━━━ RECORDS FOR THIS EXERCISE ━━━

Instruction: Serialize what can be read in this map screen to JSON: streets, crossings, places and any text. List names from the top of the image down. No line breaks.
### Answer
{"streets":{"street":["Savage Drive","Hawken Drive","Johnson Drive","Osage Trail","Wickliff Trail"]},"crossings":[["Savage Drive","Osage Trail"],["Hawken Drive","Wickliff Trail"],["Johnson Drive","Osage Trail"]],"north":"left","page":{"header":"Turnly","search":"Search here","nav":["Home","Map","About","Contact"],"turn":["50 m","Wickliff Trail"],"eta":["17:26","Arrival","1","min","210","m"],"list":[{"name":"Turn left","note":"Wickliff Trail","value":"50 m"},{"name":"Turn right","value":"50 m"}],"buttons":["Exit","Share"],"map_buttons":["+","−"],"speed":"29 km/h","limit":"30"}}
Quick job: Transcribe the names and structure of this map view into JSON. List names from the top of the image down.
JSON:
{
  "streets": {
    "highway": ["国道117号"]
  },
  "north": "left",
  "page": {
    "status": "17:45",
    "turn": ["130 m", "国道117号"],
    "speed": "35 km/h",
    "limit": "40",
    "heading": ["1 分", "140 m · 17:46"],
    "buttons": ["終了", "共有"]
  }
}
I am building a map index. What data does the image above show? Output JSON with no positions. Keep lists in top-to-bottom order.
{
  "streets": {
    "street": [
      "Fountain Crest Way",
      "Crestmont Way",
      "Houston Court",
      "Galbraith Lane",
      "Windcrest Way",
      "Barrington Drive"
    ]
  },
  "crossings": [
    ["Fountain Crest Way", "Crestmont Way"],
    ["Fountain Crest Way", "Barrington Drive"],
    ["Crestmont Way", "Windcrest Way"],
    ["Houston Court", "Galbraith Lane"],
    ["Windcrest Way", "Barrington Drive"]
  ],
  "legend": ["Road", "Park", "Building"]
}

━━━

TASK ITEM — Return all data verbatim.

SOLVED EXERCISE —
Instruction: Serialize what can be read in this map screen to JSON: streets, crossings, places and any text. List names from the top of the image down. No line breaks.
### Answer
{"streets":{"street":["Savage Drive","Hawken Drive","Johnson Drive","Osage Trail","Wickliff Trail"]},"crossings":[["Savage Drive","Osage Trail"],["Hawken Drive","Wickliff Trail"],["Johnson Drive","Osage Trail"]],"north":"left","page":{"header":"Turnly","search":"Search here","nav":["Home","Map","About","Contact"],"turn":["50 m","Wickliff Trail"],"eta":["17:26","Arrival","1","min","210","m"],"list":[{"name":"Turn left","note":"Wickliff Trail","value":"50 m"},{"name":"Turn right","value":"50 m"}],"buttons":["Exit","Share"],"map_buttons":["+","−"],"speed":"29 km/h","limit":"30"}}
Quick job: Transcribe the names and structure of this map view into JSON. List names from the top of the image down.
JSON:
{
  "streets": {
    "highway": ["国道117号"]
  },
  "north": "left",
  "page": {
    "status": "17:45",
    "turn": ["130 m", "国道117号"],
    "speed": "35 km/h",
    "limit": "40",
    "heading": ["1 分", "140 m · 17:46"],
    "buttons": ["終了", "共有"]
  }
}
I am building a map index. What data does the image above show? Output JSON with no positions. Keep lists in top-to-bottom order.
{
  "streets": {
    "street": [
      "Fountain Crest Way",
      "Crestmont Way",
      "Houston Court",
      "Galbraith Lane",
      "Windcrest Way",
      "Barrington Drive"
    ]
  },
  "crossings": [
    ["Fountain Crest Way", "Crestmont Way"],
    ["Fountain Crest Way", "Barrington Drive"],
    ["Crestmont Way", "Windcrest Way"],
    ["Houston Court", "Galbraith Lane"],
    ["Windcrest Way", "Barrington Drive"]
  ],
  "legend": ["Road", "Park", "Building"]
}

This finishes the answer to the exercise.